▶ **Exercise inputs**
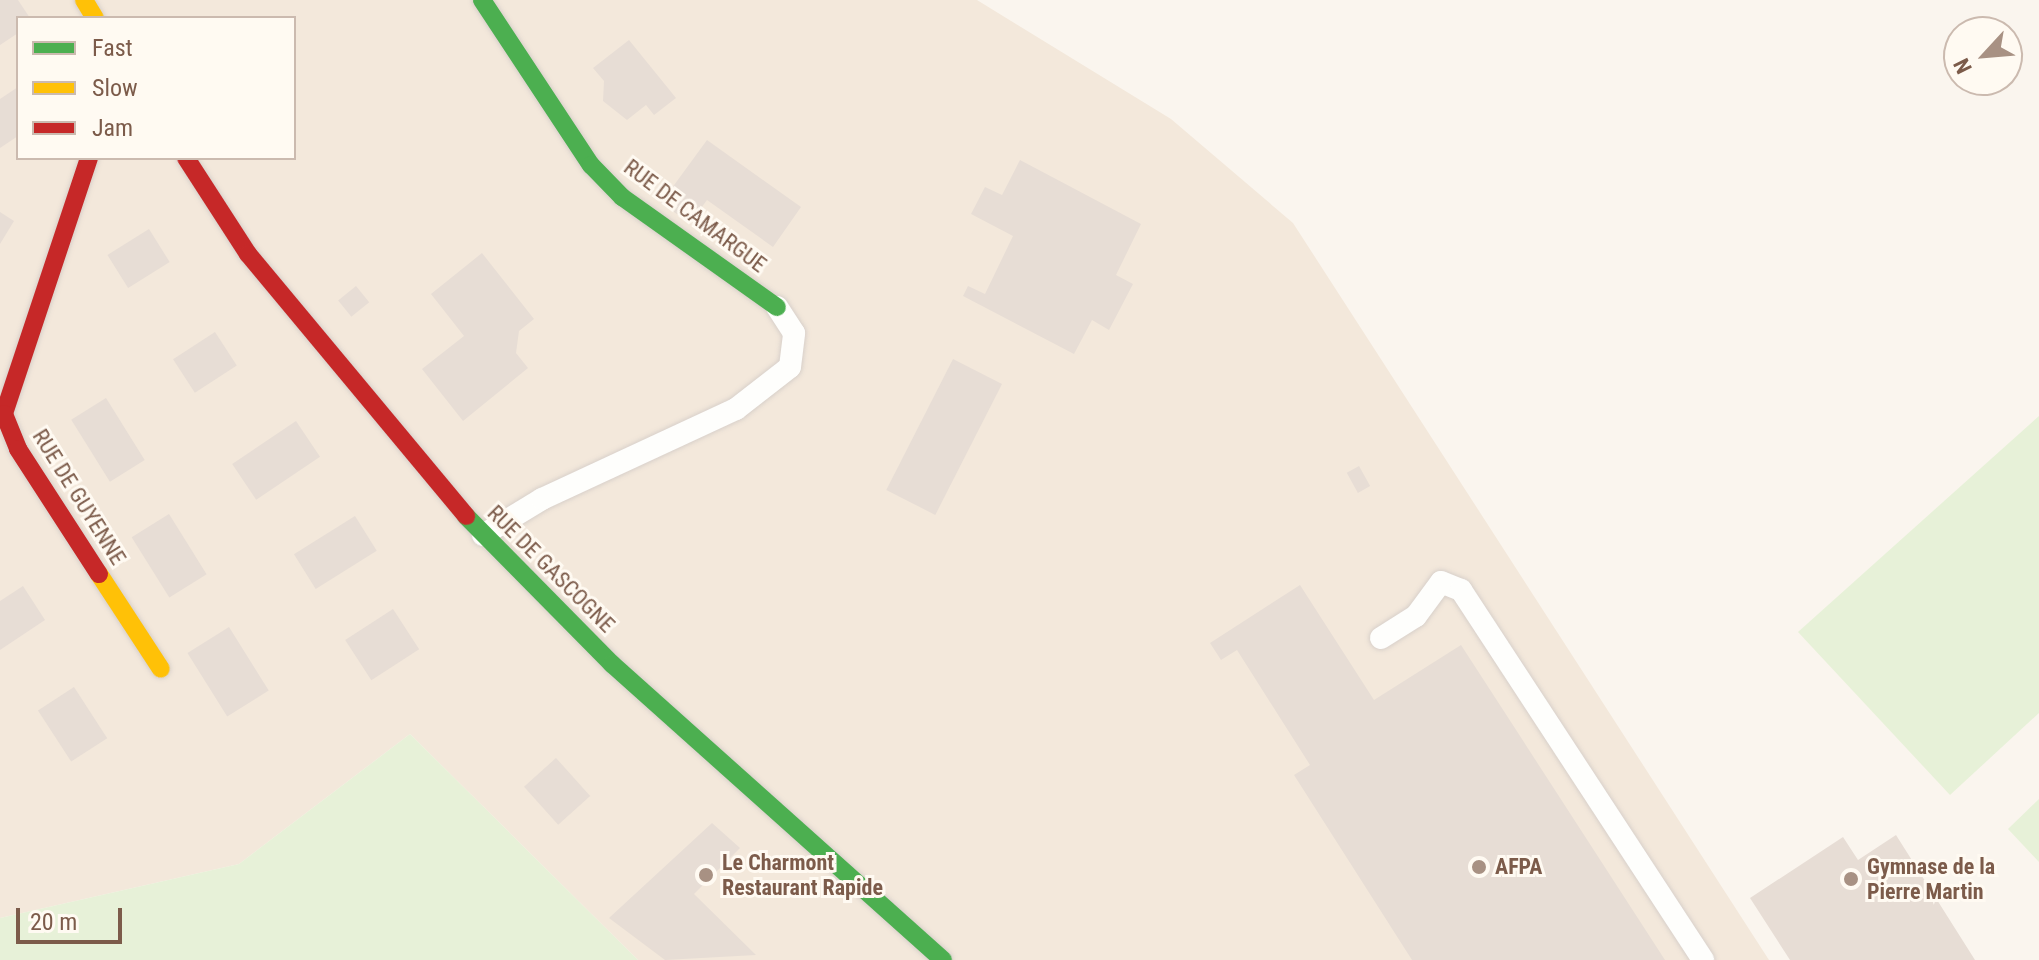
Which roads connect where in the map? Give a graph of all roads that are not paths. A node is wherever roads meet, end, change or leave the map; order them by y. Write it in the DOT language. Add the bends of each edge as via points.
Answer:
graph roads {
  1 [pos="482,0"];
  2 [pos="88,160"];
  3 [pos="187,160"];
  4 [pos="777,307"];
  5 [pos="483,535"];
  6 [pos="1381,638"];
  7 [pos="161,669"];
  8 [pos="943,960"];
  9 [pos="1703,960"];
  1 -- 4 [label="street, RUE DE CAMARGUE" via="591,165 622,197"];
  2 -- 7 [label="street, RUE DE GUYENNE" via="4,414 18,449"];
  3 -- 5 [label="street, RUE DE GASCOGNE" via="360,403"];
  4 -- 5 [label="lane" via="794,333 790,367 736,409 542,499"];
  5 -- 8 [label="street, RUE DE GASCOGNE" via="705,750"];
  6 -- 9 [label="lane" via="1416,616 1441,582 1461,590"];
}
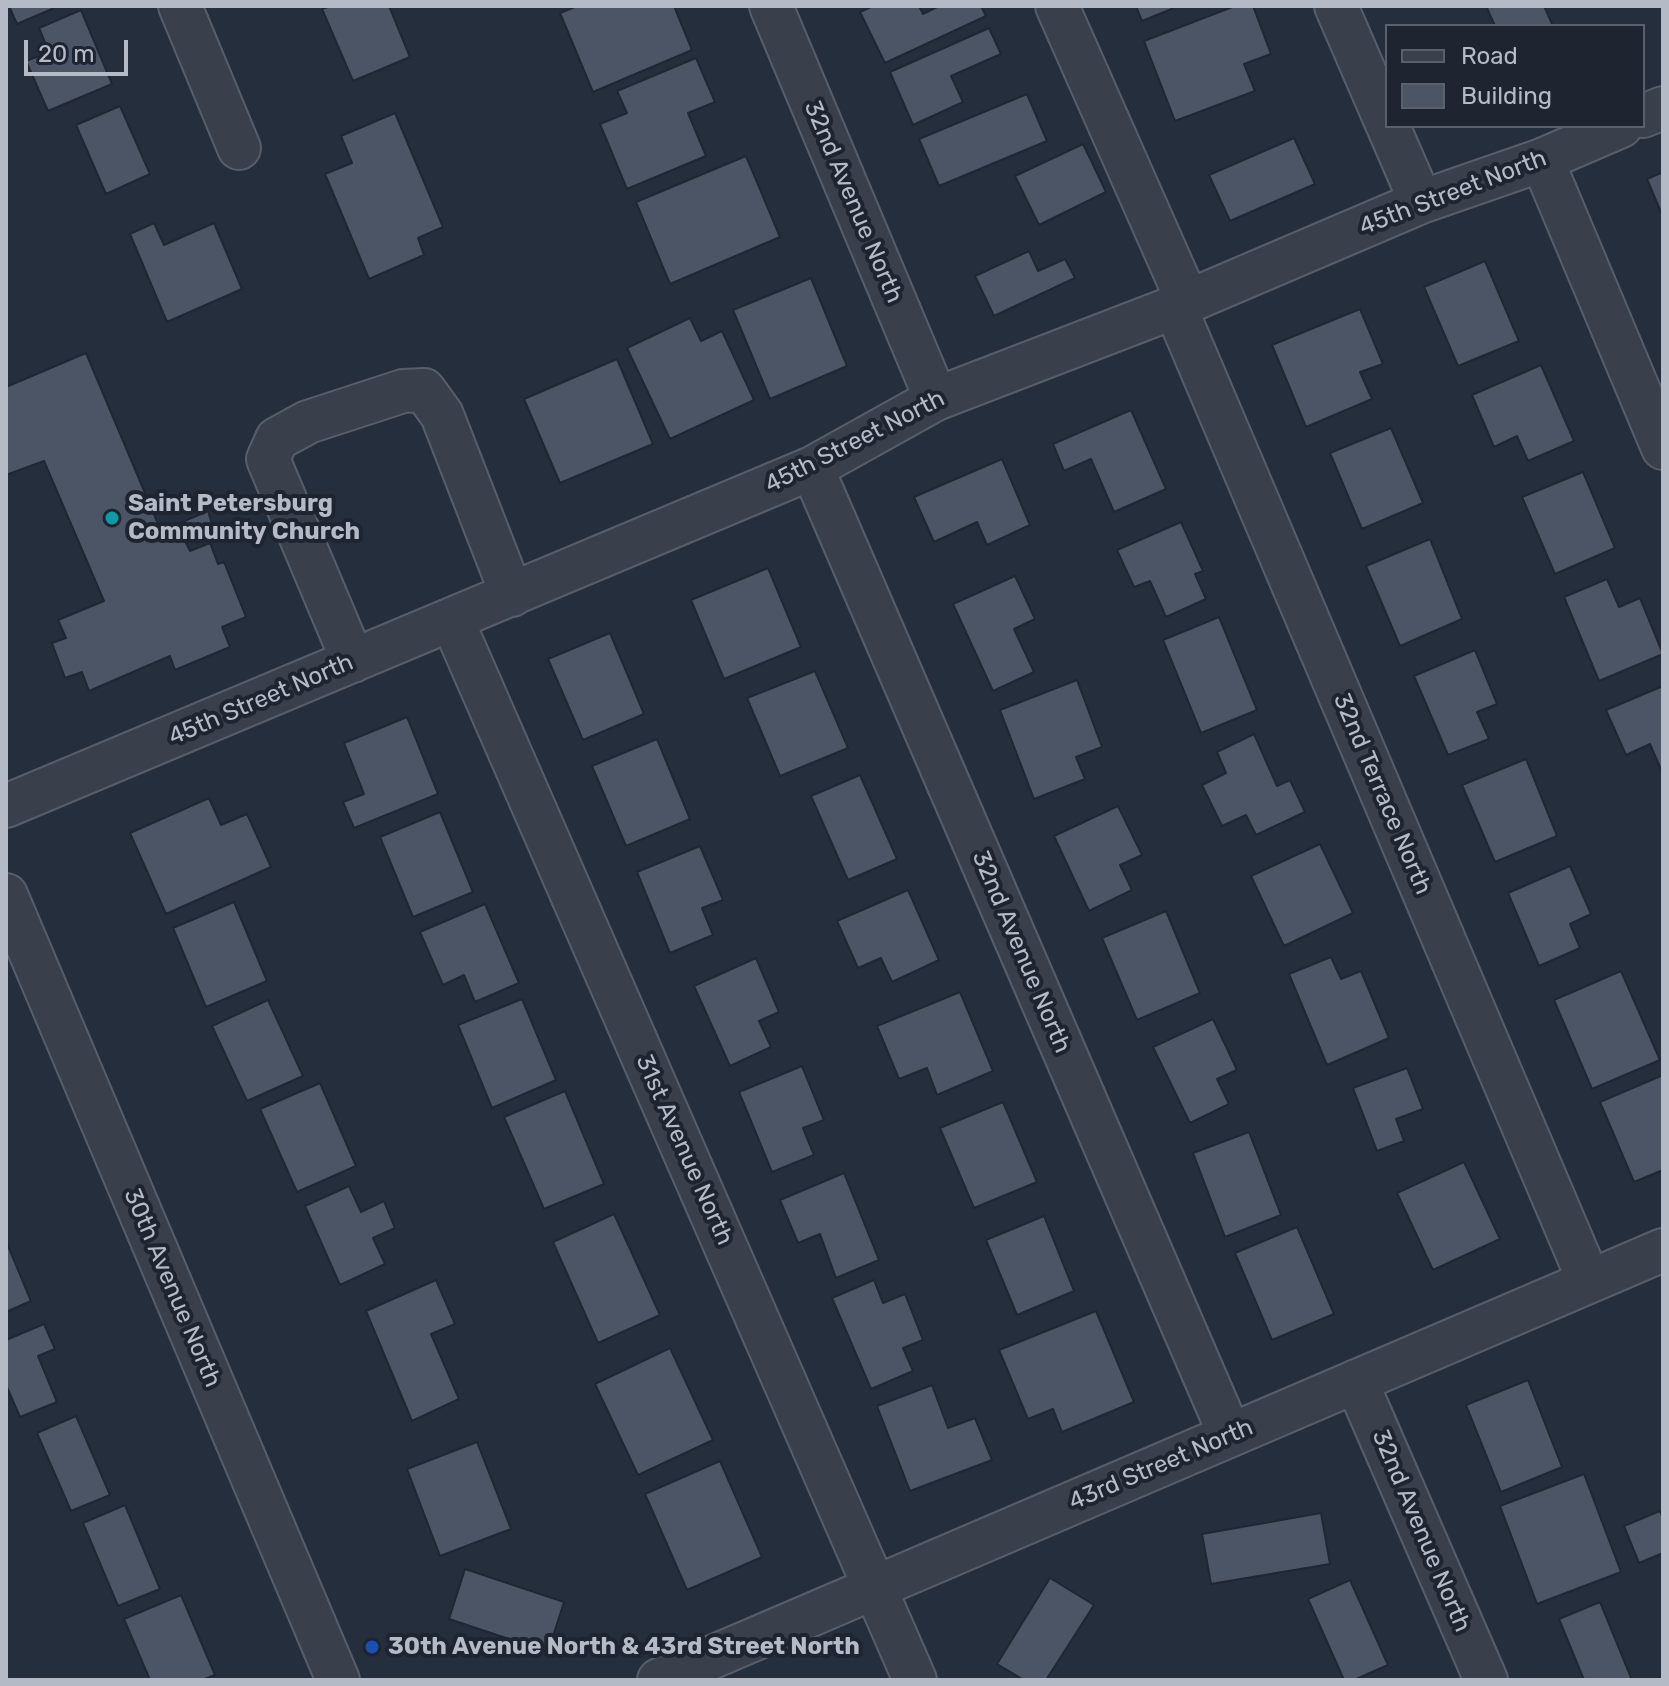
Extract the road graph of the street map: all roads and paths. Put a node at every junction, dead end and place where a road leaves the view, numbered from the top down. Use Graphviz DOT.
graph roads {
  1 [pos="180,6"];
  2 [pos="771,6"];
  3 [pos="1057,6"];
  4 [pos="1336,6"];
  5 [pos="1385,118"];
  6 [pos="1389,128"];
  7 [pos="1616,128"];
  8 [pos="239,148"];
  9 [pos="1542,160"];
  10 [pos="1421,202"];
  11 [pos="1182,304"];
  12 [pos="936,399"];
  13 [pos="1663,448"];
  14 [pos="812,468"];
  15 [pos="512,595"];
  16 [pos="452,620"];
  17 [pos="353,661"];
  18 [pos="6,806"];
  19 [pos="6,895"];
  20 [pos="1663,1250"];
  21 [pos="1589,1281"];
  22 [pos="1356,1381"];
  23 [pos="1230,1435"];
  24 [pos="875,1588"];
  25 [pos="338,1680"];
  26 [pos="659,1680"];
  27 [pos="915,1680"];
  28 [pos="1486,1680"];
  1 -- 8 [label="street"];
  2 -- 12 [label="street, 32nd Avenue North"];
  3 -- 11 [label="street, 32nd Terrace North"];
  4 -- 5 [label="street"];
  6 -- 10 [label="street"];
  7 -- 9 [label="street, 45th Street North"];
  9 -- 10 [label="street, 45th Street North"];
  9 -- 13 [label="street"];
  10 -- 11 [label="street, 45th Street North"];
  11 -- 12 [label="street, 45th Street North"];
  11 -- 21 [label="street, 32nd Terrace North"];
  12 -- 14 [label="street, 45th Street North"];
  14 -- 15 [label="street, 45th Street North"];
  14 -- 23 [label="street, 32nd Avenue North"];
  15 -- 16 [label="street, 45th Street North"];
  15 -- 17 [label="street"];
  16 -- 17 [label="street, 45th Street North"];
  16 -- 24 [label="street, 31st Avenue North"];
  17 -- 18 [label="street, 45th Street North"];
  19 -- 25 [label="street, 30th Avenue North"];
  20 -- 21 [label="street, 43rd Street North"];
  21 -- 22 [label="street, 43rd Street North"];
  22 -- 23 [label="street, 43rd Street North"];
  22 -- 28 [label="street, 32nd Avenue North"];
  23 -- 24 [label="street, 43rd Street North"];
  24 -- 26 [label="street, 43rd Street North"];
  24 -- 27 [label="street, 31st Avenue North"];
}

▶ **Your task**
Repeat the listing above exactly, with no pictures.

▶ **Result of this exercise**
Which roads connect where in the map? Give a graph of all roads that are not paths. A node is wherever roads meet, end, change or leave the map; order them by y. Write it in the DOT language. Add the bends of each edge as via points.
Answer:
graph roads {
  1 [pos="482,0"];
  2 [pos="88,160"];
  3 [pos="187,160"];
  4 [pos="777,307"];
  5 [pos="483,535"];
  6 [pos="1381,638"];
  7 [pos="161,669"];
  8 [pos="943,960"];
  9 [pos="1703,960"];
  1 -- 4 [label="street, RUE DE CAMARGUE" via="591,165 622,197"];
  2 -- 7 [label="street, RUE DE GUYENNE" via="4,414 18,449"];
  3 -- 5 [label="street, RUE DE GASCOGNE" via="360,403"];
  4 -- 5 [label="lane" via="794,333 790,367 736,409 542,499"];
  5 -- 8 [label="street, RUE DE GASCOGNE" via="705,750"];
  6 -- 9 [label="lane" via="1416,616 1441,582 1461,590"];
}
Extract the road graph of the street map: all roads and paths. Put a node at every junction, dead end and place where a road leaves the view, numbered from the top down. Use Graphviz DOT.
graph roads {
  1 [pos="180,6"];
  2 [pos="771,6"];
  3 [pos="1057,6"];
  4 [pos="1336,6"];
  5 [pos="1385,118"];
  6 [pos="1389,128"];
  7 [pos="1616,128"];
  8 [pos="239,148"];
  9 [pos="1542,160"];
  10 [pos="1421,202"];
  11 [pos="1182,304"];
  12 [pos="936,399"];
  13 [pos="1663,448"];
  14 [pos="812,468"];
  15 [pos="512,595"];
  16 [pos="452,620"];
  17 [pos="353,661"];
  18 [pos="6,806"];
  19 [pos="6,895"];
  20 [pos="1663,1250"];
  21 [pos="1589,1281"];
  22 [pos="1356,1381"];
  23 [pos="1230,1435"];
  24 [pos="875,1588"];
  25 [pos="338,1680"];
  26 [pos="659,1680"];
  27 [pos="915,1680"];
  28 [pos="1486,1680"];
  1 -- 8 [label="street"];
  2 -- 12 [label="street, 32nd Avenue North"];
  3 -- 11 [label="street, 32nd Terrace North"];
  4 -- 5 [label="street"];
  6 -- 10 [label="street"];
  7 -- 9 [label="street, 45th Street North"];
  9 -- 10 [label="street, 45th Street North"];
  9 -- 13 [label="street"];
  10 -- 11 [label="street, 45th Street North"];
  11 -- 12 [label="street, 45th Street North"];
  11 -- 21 [label="street, 32nd Terrace North"];
  12 -- 14 [label="street, 45th Street North"];
  14 -- 15 [label="street, 45th Street North"];
  14 -- 23 [label="street, 32nd Avenue North"];
  15 -- 16 [label="street, 45th Street North"];
  15 -- 17 [label="street"];
  16 -- 17 [label="street, 45th Street North"];
  16 -- 24 [label="street, 31st Avenue North"];
  17 -- 18 [label="street, 45th Street North"];
  19 -- 25 [label="street, 30th Avenue North"];
  20 -- 21 [label="street, 43rd Street North"];
  21 -- 22 [label="street, 43rd Street North"];
  22 -- 23 [label="street, 43rd Street North"];
  22 -- 28 [label="street, 32nd Avenue North"];
  23 -- 24 [label="street, 43rd Street North"];
  24 -- 26 [label="street, 43rd Street North"];
  24 -- 27 [label="street, 31st Avenue North"];
}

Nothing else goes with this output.